A group takes an overnight trip into the woods. A member of the group decides that it would be wise to build a campfire just in case the weather turns and they need the warmth. The leader of the group disagrees but leaves the campfire builder to his task as he hikes through the woods with the rest of the group.

Our campfire builder works hard gathering wood, igniting the fire, and keeping it stoked as night and the rest of the group approaches. Sure enough the weather takes an unpredicted turn for the worst.

As the group huddles around the fire sheltered by its warmth the leader speaks up taking credit for the fire and how the strategy of making one of the members stay back paid off.

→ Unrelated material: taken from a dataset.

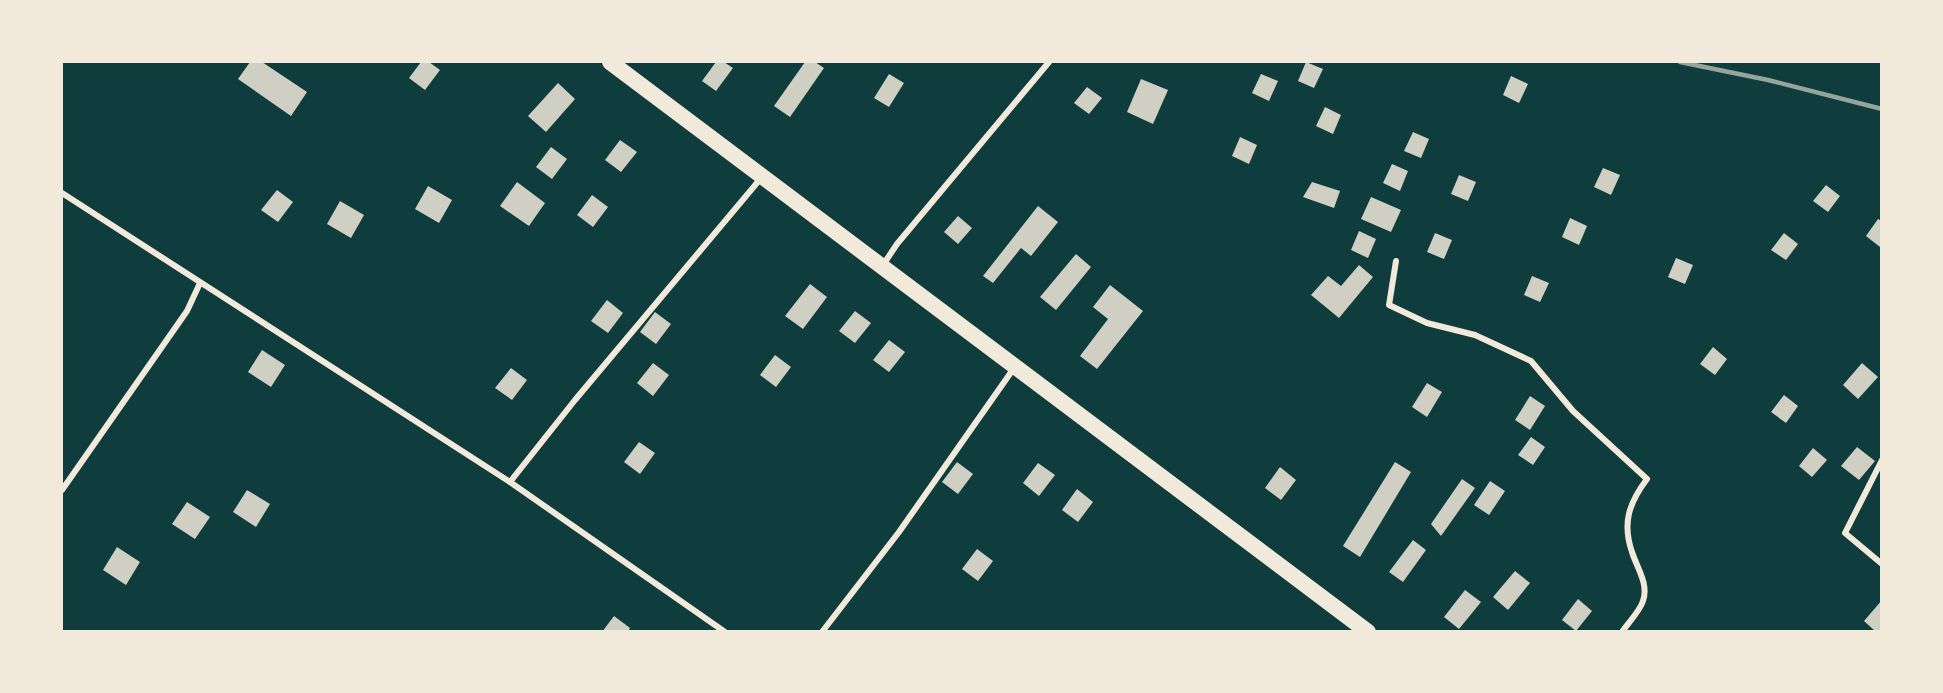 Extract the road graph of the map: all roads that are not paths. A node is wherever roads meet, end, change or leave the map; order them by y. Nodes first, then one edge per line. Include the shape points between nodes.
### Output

Everyone assumes the leader had the foresight to instruct the member to build it and that his wisdom saved the group from a miserable situation. He absorbs the credit. This guy is a horrible person. I would no longer want to work with him.

Story 2

A group takes an overnight trip into the woods. A member of the group decides that it would be wise to build a campfire just in case the weather turns and they need the warmth.

This time the leader turns to the member and supports him in his endeavor even though he is unsure that the fire is needed. He recruits the members to gather the wood cutting down the build time so that everyone can go on the hike. When they return they work together to light the flame. When the weather turns abruptly and everyone is grateful for the fire the leader praises the member of the group who first brokered the idea.

The member is validated in front of the group and the leader is appreciated for his belief and faith in individuals who make up the team. Even if the fire was not needed he would not make mention of it and would just have enjoyed the adventure with his team member.

The leader has reinforced to the group that everyone is valued. He has engineered support when needed and has given recognition for the idea. This leader is doing it right. He does not suck. I would work for this guy/girl gladly.

Moral

Don’t be an egotistical glory hound absorbing credit in secret, public, or elsewhere for things you did not do. Don’t choke your team to death with your insecurity to look like you’re in charge and the gift to all of leadership mankind.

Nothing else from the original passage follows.